Affiliations 

  • 1 Department of Petroleum Engineering, School of Chemical and Energy Engineering, Faculty of Engineering, Universiti Teknologi Malaysia, Johor Bahru 81310, Malaysia
  • 2 Department of Petroleum Engineering, School of Chemical and Energy Engineering, Faculty of Engineering, Universiti Teknologi Malaysia, Johor Bahru 81310, Malaysia; Institute for Oil and Gas, Universiti Teknologi Malaysia, Johor Bahru 81310, Malaysia. Electronic address: r-radzuan@utm.my
  • 3 Institute for Oil and Gas, Universiti Teknologi Malaysia, Johor Bahru 81310, Malaysia
  • 4 Department of Petroleum Engineering, School of Chemical and Energy Engineering, Faculty of Engineering, Universiti Teknologi Malaysia, Johor Bahru 81310, Malaysia; School of Computing, Engineering and Technology, Asia Pacific University of Technology & Innovation (APU), Kuala Lumpur 57000, Malaysia
Int J Biol Macromol, 2020 Apr 01;148:1251-1271.
PMID: 31760018 DOI: 10.1016/j.ijbiomac.2019.10.099

Abstract

Ascorbic acid was used for the first time to synthesize crystalline starch nanoparticles (CSNP). The physical properties of the CSNP were investigated. Rheological properties of the crystalline starch nanofluid (CSNF) were compared with native cassava starch (CS) and commercial polymer xanthan.
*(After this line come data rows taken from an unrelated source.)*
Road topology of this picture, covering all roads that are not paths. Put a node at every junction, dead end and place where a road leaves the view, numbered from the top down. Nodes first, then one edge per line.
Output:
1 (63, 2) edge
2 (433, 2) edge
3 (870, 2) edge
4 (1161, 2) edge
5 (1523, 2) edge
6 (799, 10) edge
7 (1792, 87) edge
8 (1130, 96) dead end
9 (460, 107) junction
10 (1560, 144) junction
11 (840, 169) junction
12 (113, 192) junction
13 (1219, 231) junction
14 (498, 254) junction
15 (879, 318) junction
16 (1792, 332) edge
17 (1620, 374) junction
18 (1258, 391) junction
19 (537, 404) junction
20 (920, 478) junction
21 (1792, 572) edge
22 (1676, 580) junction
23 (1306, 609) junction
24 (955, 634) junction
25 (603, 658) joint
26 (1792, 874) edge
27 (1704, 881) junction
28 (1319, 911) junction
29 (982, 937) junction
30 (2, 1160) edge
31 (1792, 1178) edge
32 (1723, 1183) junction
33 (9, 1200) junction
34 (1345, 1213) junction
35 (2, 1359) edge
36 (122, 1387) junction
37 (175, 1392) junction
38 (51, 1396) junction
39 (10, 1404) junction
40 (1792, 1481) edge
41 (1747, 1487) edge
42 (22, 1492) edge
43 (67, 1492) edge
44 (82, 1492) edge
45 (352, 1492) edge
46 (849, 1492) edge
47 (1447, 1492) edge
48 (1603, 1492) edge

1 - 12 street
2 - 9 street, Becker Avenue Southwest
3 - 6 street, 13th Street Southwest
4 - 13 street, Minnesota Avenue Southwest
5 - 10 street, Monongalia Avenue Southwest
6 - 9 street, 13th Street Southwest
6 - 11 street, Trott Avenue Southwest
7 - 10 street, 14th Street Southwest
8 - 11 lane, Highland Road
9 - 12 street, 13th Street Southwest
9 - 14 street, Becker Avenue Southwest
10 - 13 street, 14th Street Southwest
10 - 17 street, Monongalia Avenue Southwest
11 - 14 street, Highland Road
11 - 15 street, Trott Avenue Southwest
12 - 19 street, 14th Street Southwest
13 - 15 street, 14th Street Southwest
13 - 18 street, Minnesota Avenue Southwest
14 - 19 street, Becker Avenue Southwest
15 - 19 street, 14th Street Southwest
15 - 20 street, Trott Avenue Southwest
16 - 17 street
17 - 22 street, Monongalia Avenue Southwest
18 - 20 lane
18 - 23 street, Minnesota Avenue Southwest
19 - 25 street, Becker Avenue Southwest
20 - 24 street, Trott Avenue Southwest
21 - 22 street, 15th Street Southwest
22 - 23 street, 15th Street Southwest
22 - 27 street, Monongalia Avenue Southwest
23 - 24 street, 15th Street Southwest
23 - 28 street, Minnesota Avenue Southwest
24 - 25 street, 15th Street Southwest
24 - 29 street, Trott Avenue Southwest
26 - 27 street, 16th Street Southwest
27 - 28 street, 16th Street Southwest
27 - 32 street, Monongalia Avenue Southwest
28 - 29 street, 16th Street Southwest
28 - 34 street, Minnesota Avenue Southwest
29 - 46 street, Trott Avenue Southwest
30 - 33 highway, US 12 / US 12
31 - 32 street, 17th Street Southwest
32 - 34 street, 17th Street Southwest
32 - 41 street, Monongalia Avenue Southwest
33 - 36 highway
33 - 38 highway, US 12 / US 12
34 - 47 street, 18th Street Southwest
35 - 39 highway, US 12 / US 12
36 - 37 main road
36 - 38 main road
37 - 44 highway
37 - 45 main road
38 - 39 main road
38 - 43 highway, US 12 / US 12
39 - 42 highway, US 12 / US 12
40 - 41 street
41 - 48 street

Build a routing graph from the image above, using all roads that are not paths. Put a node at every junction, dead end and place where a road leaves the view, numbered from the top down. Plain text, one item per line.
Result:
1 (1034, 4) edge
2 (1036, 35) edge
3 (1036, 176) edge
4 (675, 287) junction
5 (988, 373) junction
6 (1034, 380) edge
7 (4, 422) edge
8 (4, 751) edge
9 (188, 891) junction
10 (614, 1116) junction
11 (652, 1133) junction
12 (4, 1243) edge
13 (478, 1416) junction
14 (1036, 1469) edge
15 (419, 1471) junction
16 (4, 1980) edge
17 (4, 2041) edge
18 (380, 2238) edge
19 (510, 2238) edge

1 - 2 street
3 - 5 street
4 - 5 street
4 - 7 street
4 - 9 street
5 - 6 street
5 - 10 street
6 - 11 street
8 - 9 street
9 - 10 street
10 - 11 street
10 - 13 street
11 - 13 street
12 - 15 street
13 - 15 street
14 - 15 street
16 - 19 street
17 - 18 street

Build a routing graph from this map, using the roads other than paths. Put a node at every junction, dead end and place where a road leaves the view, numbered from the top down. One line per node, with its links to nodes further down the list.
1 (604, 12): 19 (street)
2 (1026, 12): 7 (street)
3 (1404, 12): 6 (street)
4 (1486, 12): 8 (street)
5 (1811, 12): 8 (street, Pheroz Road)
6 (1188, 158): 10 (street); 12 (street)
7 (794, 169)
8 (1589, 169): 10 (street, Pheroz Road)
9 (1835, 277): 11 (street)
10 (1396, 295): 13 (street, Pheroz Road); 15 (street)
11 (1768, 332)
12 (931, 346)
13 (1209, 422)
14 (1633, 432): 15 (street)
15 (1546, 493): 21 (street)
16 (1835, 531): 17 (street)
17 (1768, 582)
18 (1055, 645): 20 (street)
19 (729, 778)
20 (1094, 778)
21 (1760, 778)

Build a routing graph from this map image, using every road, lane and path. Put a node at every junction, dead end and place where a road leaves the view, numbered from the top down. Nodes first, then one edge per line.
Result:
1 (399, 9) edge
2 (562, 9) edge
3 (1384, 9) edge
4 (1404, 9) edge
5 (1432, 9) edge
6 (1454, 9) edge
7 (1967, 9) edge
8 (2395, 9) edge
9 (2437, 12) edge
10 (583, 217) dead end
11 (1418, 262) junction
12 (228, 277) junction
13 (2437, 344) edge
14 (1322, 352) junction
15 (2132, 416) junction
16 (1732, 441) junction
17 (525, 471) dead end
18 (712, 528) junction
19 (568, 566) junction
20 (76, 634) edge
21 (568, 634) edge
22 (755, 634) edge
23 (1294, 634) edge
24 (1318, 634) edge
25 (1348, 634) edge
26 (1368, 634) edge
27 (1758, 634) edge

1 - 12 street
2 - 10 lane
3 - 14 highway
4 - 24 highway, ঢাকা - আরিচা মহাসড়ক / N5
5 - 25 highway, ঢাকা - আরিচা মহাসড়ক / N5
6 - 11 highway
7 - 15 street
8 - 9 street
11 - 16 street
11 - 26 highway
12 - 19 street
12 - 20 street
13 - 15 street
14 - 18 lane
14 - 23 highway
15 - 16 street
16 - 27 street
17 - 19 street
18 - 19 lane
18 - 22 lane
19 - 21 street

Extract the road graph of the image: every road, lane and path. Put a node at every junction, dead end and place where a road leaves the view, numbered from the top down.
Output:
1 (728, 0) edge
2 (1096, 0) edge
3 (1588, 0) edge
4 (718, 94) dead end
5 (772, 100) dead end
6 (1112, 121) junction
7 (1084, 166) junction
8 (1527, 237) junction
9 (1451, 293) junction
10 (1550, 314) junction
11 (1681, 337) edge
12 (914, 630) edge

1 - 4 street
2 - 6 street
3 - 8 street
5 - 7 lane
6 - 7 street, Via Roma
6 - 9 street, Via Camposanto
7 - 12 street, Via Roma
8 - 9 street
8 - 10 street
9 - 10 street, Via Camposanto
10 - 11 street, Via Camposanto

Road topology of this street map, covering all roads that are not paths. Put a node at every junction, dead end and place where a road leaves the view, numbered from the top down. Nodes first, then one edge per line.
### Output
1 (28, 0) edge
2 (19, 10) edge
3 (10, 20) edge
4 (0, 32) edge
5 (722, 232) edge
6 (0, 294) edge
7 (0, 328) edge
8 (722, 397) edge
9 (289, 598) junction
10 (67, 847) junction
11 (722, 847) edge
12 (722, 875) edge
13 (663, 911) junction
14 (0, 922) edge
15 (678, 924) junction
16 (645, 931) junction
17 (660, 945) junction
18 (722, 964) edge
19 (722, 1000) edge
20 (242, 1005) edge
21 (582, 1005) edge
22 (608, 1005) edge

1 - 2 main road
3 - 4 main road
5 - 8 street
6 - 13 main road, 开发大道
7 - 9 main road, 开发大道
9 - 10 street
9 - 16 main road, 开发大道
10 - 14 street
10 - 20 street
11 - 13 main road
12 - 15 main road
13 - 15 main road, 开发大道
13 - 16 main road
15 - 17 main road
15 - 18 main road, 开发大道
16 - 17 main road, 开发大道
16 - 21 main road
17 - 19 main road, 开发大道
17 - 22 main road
Interfacial properties of the CSNF at the interface of oil and water (O/W) were investigated at different concentrations and temperatures. Wettability alteration efficiency of CSNF on oil-wet sandstone surface was investigated using the sessile drop method. Core flooding experiment was conducted at reservoir conditions. The methods were effective in producing spherical and polygonal nanoparticles with a mean diameter of 100 nm and increased in crystallinity of 7%. Viscosity increased with increase in surface area and temperature of the CSNF compared to a decrease in viscosity as the temperature increases for xanthan. Interfacial tension (IFT) decreased with increase in concentration of CSNF, electrolyte and temperature. The results show that CSNF can change the wettability of sandstone at low concentration, high salinity and elevated temperature. Pressure drops data shows stability of CSNF at 120 °C. The formation of oil bank was enough to increase oil recovery by 23%.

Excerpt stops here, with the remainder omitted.